A somewhat different approach to assessing the nature of the tissue deposited during catch-up growth can be taken by a 'cost-of-growth' analysis (JACKSON, PICOU and REEDS, 1977). The energy available for deposition as new tissue is related to the weight of tissue gained. For any given quantity of energy deposited, adipose tissue with an energy density of 35 kJ/g will result in less weight being gained than lean tissue with an energy density of 5.6 kJ/g. The estimates of the energy cost of weight gain may vary from 35 to 14 for a range of different situations implying 0 to 53% of lean tissue accretion (FAO/WHO/UNU, 1985). An analysis of the energy content of the weight gained during catch-up would suggest that for many children the tissue deposited during catch-up growth tends to be relatively unbalanced, with a preponderance of adipose over lean tissue. This is the conclusion reached by Graham, having analysed the rate of recovery in a large series of children from Peru (MACLEEN and GRAHAM, 1980):

"The impressive gains in weight made by recovering malnourished infants are largely fat; reconstitution of lean tissue does not occur equally well at all rates of weight gain."
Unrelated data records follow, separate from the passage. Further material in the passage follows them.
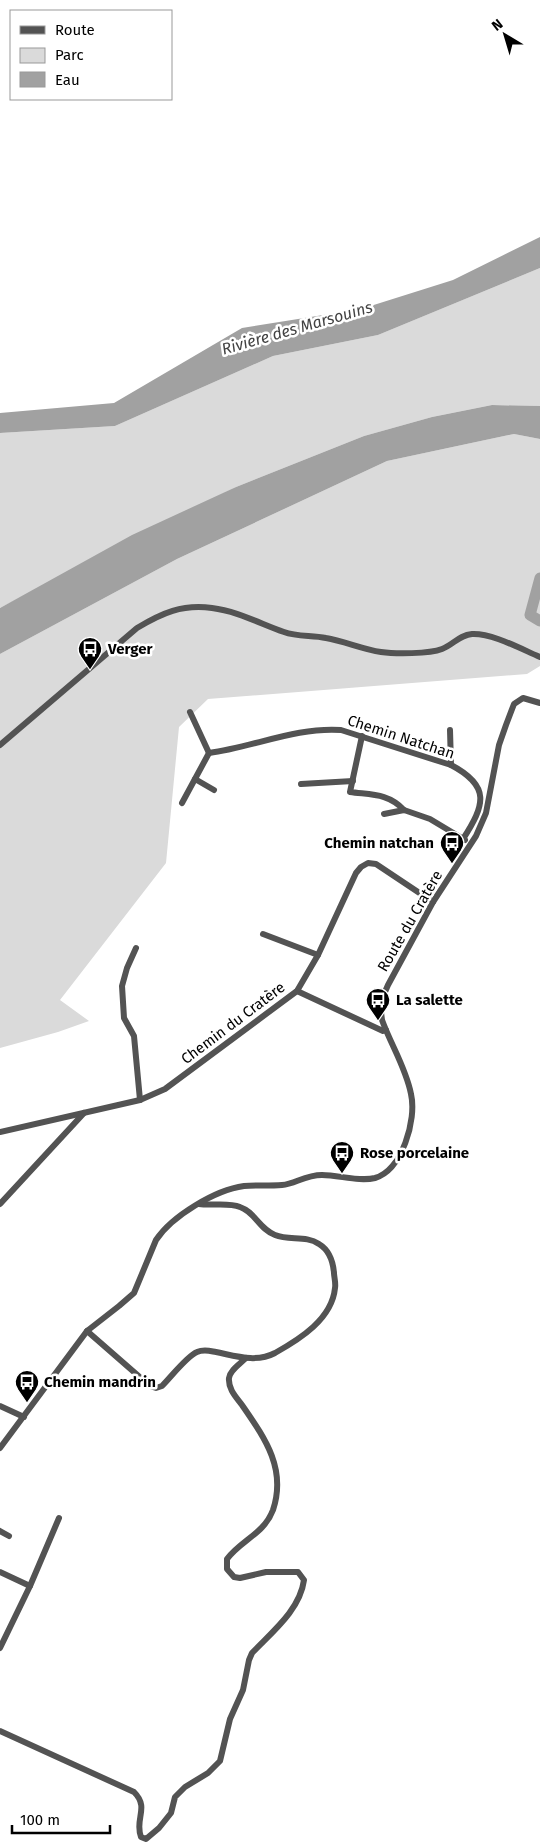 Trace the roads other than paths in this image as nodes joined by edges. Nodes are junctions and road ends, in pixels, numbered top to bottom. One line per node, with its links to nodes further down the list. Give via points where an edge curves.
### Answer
1 (540, 657): 6 (street, via 485,635 472,634 437,651 380,652 326,638 286,633 213,608 184,607 162,614 137,628)
2 (540, 703): 17 (street, Route du Cratère, via 523,698 511,710 486,813)
3 (190, 712): 7 (street)
4 (450, 730): 8 (street)
5 (362, 736): 7 (street, Chemin Natchan, via 324,728); 8 (street, Chemin Natchan); 10 (street)
6 (0, 745)
7 (209, 753): 9 (street)
8 (451, 765): 16 (street, Chemin Natchan, via 465,772 479,789 480,808)
9 (195, 779): 12 (street); 13 (street)
10 (352, 781): 11 (street); 14 (street, via 350,792 386,797)
11 (302, 784)
12 (214, 790)
13 (182, 803)
14 (404, 810): 15 (street); 16 (street, via 430,819)
15 (384, 814)
16 (463, 839): 17 (street)
17 (471, 844): 18 (street, Route du Cratère)
18 (433, 902): 21 (street, Chemin du Cratère, via 376,864 368,863 352,880); 23 (street, Route du Cratère, via 381,1001 380,1012)
19 (263, 934): 21 (street)
20 (136, 948): 24 (street, via 122,986 124,1018 134,1036)
21 (318, 954): 22 (street, Chemin du Cratère)
22 (297, 990): 23 (street); 24 (street, Chemin du Cratère, via 165,1089)
23 (386, 1030): 28 (street, Route du Cratère, via 412,1095 411,1123 393,1167 373,1178 323,1175 284,1185 245,1186 230,1189)
24 (140, 1100): 25 (street, Chemin du Cratère)
25 (84, 1113): 26 (street, Chemin du Cratère); 27 (street)
26 (0, 1132)
27 (0, 1204)
28 (199, 1204): 29 (street, Route du Cratère, via 160,1233 134,1293); 30 (street, via 240,1206 262,1228 276,1236 312,1240 320,1244 333,1264 335,1288 318,1322 274,1353)
29 (87, 1330): 30 (street, via 156,1388 162,1386 196,1352 204,1350); 32 (street, Route du Cratère)
30 (246, 1358): 40 (street, via 229,1377 230,1388 263,1435 272,1454 277,1494 266,1524 233,1550 227,1559 227,1569 234,1577 240,1578 266,1572 298,1572 304,1580 303,1593 292,1610 252,1653 220,1761 175,1797 170,1813 146,1839 138,1830 142,1805 134,1792)
31 (0, 1406): 32 (street)
32 (24, 1417): 33 (street, Route du Cratère)
33 (0, 1448)
34 (59, 1518): 38 (street)
35 (0, 1531): 36 (street)
36 (9, 1536)
37 (0, 1572): 38 (street)
38 (30, 1586): 39 (street)
39 (0, 1648)
40 (0, 1732) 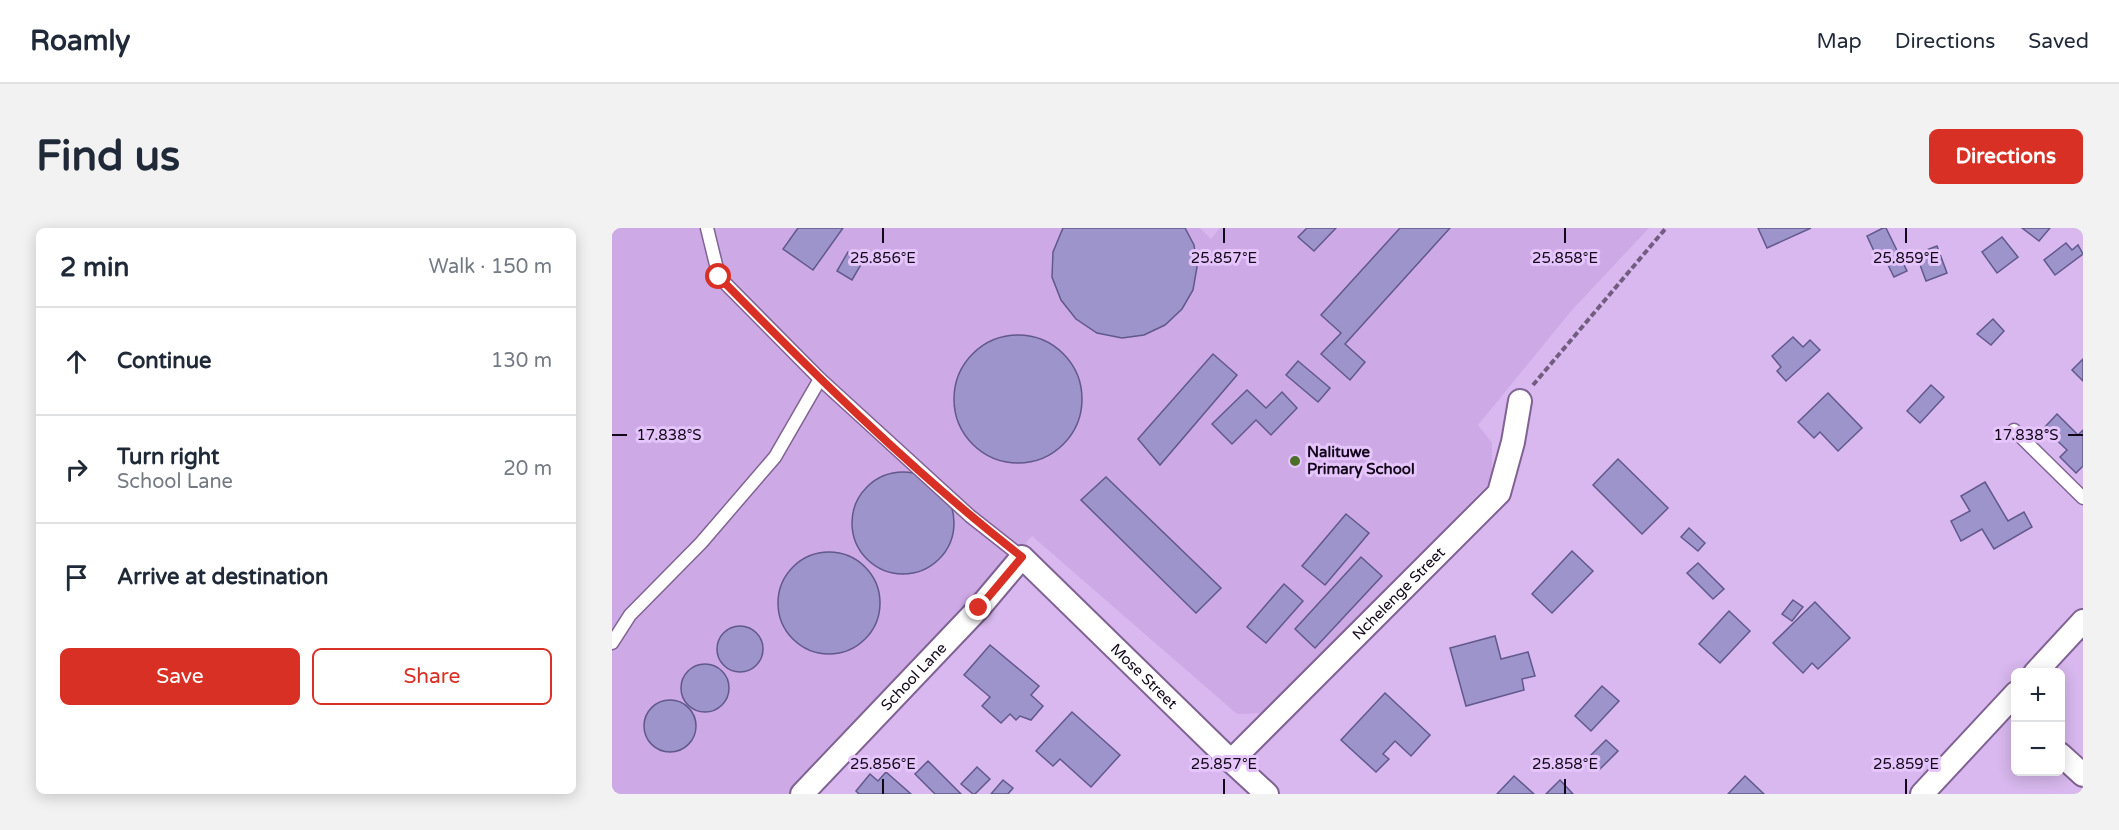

WHYTE, BAYLEY and SINCLAIR (1984) have reached a similar conclusion in their interpretation of the evidence relating weight gain in preterm infants to the intake of energy and protein: all studies show energy storage cost of growth (i.e., rate of accretion) much higher in low birthweight infants than in the fetus. Although KASHYAP et al. (1988) were able to demonstrate rates of weight gain and nitrogen retention equivalent to the intrauterine rate, the balance between energy and protein intake had to be very finely balanced. Protein tolerance appeared to be at its limit at optimal rates of accretion. Adults recovering from severe weight loss also appear to respond in a similar way, with a relative excess of adipose over lean tissue deposition, irrespective of the dietary protein intake (ELWYN et al., 1979). Similar observations have been made during recovery from anorexia nervosa (FORBES, KREIPE and LIPINSKI, 1984).